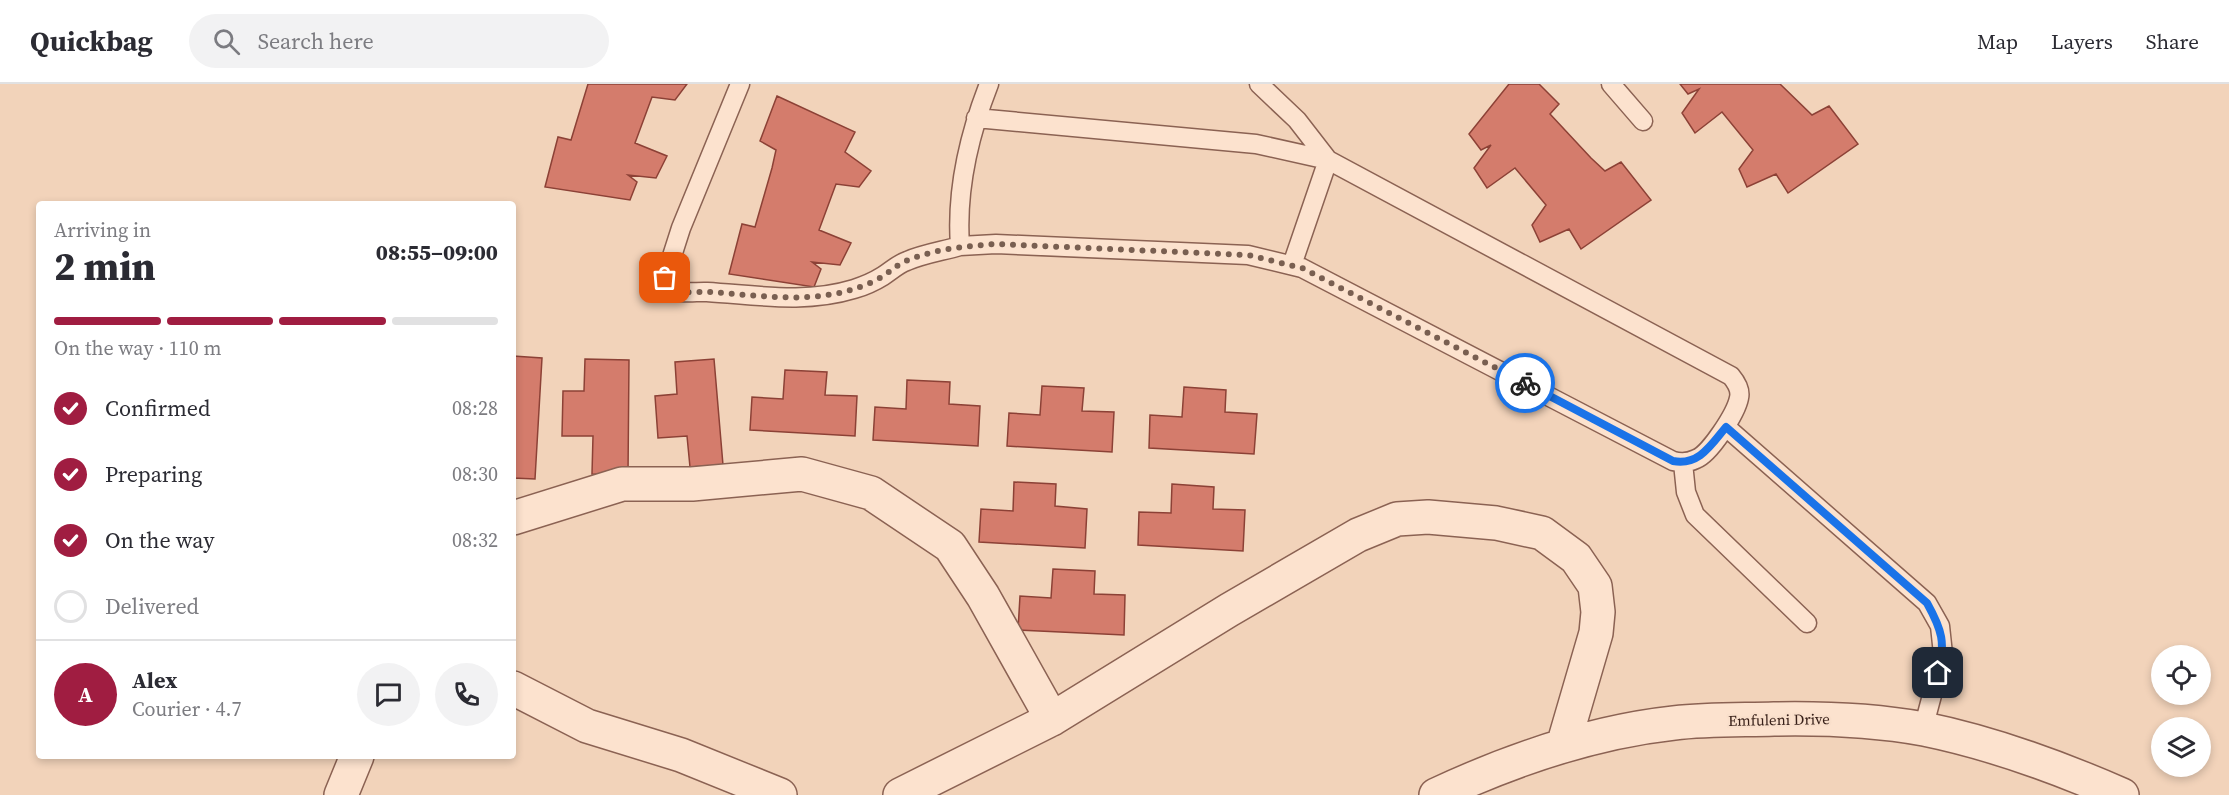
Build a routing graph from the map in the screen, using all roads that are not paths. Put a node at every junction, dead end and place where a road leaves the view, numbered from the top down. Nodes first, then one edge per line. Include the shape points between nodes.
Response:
1 (740, 84) edge
2 (989, 84) edge
3 (1259, 84) edge
4 (1611, 84) edge
5 (976, 118) junction
6 (1644, 121) dead end
7 (1328, 160) junction
8 (960, 246) junction
9 (1292, 265) junction
10 (1726, 427) junction
11 (1683, 463) junction
12 (516, 517) edge
13 (1807, 623) dead end
14 (516, 690) edge
15 (1052, 719) junction
16 (1923, 729) junction
17 (1563, 746) junction
18 (356, 759) edge
19 (341, 795) edge
20 (780, 795) edge
21 (900, 795) edge
22 (1436, 795) edge
23 (2122, 795) edge

1 - 8 lane via 681,228 665,278 667,288 678,292 787,298 820,296 855,289 906,261
2 - 5 lane
3 - 7 lane via 1298,120
4 - 6 lane
5 - 7 lane via 1256,144
5 - 8 lane via 965,165
7 - 9 lane
7 - 10 lane via 1731,376 1739,397
8 - 9 lane via 996,244 1248,255
9 - 11 lane
10 - 11 lane via 1699,459
10 - 16 lane via 1927,603 1940,626 1943,654
11 - 13 lane via 1686,492 1695,515
12 - 15 street via 622,484 692,484 802,474 871,492 950,546 983,596
14 - 20 street via 587,726 681,755
15 - 17 street via 1358,535 1397,519 1428,517 1496,523 1542,533 1575,558 1595,586 1596,633
15 - 21 street
16 - 17 street, Emfuleni Drive via 1857,720 1745,719 1674,723
16 - 23 street, Emfuleni Drive via 2020,754
17 - 22 street, Emfuleni Drive
18 - 19 street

Work instructions: A verbatim transcript of the entries above is required, with the pictures left out.

Answer:
Build a routing graph from the map in the screen, using all roads that are not paths. Put a node at every junction, dead end and place where a road leaves the view, numbered from the top down. Nodes first, then one edge per line. Include the shape points between nodes.
Response:
1 (740, 84) edge
2 (989, 84) edge
3 (1259, 84) edge
4 (1611, 84) edge
5 (976, 118) junction
6 (1644, 121) dead end
7 (1328, 160) junction
8 (960, 246) junction
9 (1292, 265) junction
10 (1726, 427) junction
11 (1683, 463) junction
12 (516, 517) edge
13 (1807, 623) dead end
14 (516, 690) edge
15 (1052, 719) junction
16 (1923, 729) junction
17 (1563, 746) junction
18 (356, 759) edge
19 (341, 795) edge
20 (780, 795) edge
21 (900, 795) edge
22 (1436, 795) edge
23 (2122, 795) edge

1 - 8 lane via 681,228 665,278 667,288 678,292 787,298 820,296 855,289 906,261
2 - 5 lane
3 - 7 lane via 1298,120
4 - 6 lane
5 - 7 lane via 1256,144
5 - 8 lane via 965,165
7 - 9 lane
7 - 10 lane via 1731,376 1739,397
8 - 9 lane via 996,244 1248,255
9 - 11 lane
10 - 11 lane via 1699,459
10 - 16 lane via 1927,603 1940,626 1943,654
11 - 13 lane via 1686,492 1695,515
12 - 15 street via 622,484 692,484 802,474 871,492 950,546 983,596
14 - 20 street via 587,726 681,755
15 - 17 street via 1358,535 1397,519 1428,517 1496,523 1542,533 1575,558 1595,586 1596,633
15 - 21 street
16 - 17 street, Emfuleni Drive via 1857,720 1745,719 1674,723
16 - 23 street, Emfuleni Drive via 2020,754
17 - 22 street, Emfuleni Drive
18 - 19 street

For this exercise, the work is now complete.